— Data records —
--- START ---
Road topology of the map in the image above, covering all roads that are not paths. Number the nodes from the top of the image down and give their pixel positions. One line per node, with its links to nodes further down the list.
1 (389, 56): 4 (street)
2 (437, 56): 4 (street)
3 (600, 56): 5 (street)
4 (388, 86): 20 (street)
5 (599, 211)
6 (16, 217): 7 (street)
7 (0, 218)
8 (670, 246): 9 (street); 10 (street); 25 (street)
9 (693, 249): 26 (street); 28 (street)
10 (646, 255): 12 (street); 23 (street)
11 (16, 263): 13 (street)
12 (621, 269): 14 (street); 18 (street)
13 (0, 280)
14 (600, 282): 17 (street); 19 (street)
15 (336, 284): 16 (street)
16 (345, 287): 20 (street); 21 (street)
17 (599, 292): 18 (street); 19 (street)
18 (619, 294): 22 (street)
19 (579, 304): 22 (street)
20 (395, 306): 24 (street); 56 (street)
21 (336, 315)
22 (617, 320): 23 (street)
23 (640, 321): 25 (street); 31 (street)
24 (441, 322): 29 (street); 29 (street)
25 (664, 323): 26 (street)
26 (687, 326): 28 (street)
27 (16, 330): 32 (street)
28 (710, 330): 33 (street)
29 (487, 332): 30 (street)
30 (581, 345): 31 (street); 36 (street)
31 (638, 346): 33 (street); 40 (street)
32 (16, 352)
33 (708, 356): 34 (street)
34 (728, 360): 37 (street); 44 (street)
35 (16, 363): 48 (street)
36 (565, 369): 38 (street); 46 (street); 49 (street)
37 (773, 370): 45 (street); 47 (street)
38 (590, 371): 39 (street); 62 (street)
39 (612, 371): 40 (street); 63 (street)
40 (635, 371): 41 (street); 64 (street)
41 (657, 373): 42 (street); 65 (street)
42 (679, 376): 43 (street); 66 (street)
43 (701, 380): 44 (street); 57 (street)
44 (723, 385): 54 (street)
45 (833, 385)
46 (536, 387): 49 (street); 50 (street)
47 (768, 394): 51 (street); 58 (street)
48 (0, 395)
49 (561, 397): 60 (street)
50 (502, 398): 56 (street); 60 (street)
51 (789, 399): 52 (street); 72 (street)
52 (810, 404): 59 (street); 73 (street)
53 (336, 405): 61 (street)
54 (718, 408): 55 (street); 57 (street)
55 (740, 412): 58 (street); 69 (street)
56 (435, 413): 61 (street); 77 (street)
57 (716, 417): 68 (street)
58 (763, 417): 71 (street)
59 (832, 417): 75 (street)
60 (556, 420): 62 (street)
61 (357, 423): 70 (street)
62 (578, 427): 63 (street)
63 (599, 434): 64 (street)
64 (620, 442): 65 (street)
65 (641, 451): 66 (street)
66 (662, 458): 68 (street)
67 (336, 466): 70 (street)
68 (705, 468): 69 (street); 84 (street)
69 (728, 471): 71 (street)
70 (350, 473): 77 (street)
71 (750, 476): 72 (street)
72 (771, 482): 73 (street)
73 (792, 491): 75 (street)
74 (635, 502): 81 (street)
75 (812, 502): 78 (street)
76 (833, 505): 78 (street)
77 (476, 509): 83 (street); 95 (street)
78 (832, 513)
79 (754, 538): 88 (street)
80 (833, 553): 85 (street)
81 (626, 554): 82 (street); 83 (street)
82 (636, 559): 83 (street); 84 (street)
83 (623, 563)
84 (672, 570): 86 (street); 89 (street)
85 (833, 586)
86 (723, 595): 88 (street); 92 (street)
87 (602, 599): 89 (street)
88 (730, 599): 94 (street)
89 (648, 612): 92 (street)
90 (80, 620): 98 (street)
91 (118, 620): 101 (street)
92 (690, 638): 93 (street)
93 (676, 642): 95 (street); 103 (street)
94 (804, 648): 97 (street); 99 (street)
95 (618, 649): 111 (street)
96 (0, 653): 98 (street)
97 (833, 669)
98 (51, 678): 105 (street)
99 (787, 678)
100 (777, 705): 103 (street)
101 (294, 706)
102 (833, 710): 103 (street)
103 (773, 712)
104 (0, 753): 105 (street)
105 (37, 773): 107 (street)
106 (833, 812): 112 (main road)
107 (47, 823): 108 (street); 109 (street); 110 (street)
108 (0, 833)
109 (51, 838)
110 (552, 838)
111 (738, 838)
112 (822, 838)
--- END ---
--- START ---
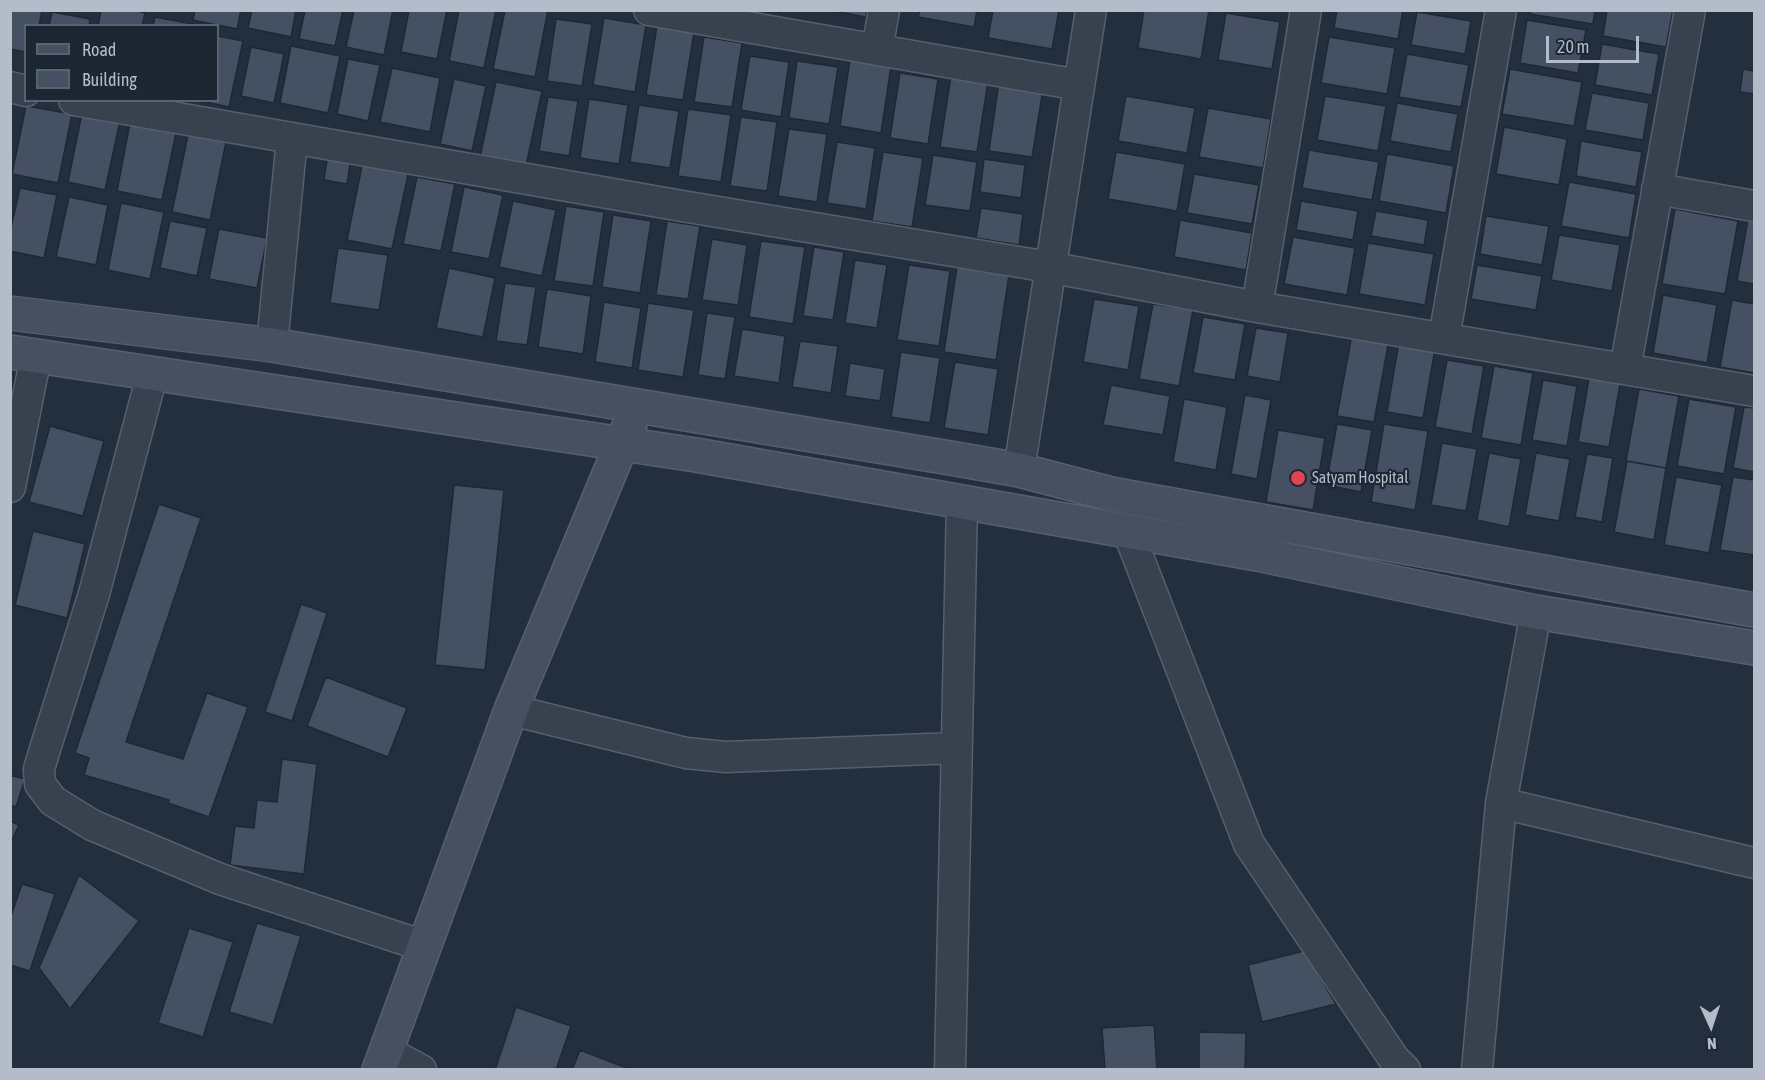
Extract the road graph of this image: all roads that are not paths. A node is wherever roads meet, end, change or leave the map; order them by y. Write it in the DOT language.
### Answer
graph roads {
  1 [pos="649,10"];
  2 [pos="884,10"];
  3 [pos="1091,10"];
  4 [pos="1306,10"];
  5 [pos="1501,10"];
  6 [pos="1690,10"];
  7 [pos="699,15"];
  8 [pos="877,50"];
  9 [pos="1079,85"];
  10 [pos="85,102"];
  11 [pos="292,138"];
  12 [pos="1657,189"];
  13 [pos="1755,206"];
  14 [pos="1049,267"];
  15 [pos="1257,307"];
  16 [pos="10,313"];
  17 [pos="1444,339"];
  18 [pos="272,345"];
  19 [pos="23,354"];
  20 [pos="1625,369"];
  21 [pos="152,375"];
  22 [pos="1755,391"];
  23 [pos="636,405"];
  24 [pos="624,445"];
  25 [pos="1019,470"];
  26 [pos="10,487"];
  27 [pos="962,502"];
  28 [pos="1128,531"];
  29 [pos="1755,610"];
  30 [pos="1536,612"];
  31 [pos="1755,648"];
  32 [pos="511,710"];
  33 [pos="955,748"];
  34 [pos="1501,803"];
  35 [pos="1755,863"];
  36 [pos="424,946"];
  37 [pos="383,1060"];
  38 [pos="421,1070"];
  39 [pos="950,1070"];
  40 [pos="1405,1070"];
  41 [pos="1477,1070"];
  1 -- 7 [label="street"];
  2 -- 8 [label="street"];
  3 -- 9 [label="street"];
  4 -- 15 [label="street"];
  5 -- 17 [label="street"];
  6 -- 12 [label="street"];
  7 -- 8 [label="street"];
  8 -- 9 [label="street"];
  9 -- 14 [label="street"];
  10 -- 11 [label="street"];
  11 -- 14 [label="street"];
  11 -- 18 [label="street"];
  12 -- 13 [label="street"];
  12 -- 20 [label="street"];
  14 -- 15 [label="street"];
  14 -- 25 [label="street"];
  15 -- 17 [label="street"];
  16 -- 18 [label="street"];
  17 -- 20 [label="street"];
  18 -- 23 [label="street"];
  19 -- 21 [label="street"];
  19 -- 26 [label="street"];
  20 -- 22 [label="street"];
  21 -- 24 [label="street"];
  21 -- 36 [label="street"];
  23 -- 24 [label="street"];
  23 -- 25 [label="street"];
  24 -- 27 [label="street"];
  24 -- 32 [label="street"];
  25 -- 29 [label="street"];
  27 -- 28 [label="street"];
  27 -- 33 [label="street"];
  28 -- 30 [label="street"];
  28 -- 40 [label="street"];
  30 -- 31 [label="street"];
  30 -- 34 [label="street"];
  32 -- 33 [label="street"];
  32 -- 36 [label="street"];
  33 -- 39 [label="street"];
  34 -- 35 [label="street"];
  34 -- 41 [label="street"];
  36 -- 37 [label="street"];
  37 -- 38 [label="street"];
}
--- END ---
--- START ---
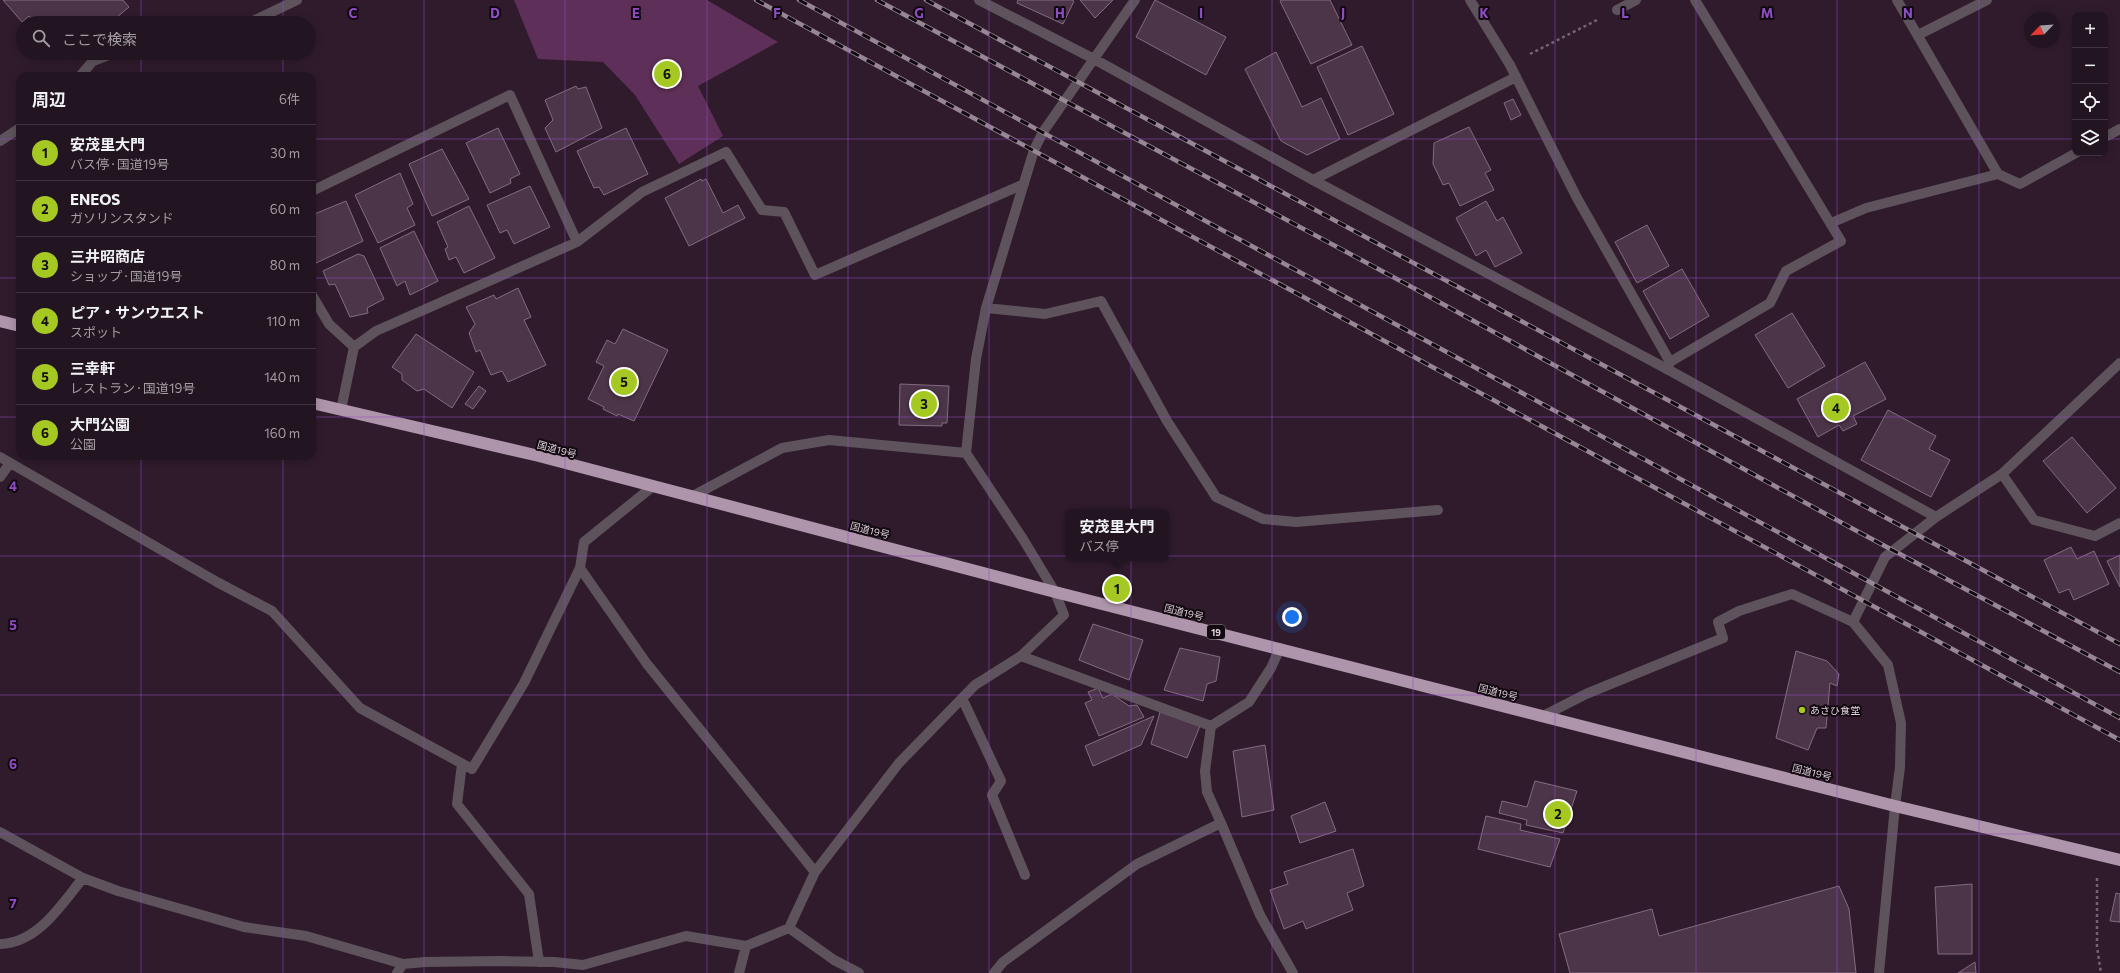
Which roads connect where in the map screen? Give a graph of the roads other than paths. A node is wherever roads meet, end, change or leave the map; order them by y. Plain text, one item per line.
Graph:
--- END ---
— Work to complete —
Search the entries above for the word "meet" and count the lines that hold it. Reply with only that number.

— Answer to the exercise —
2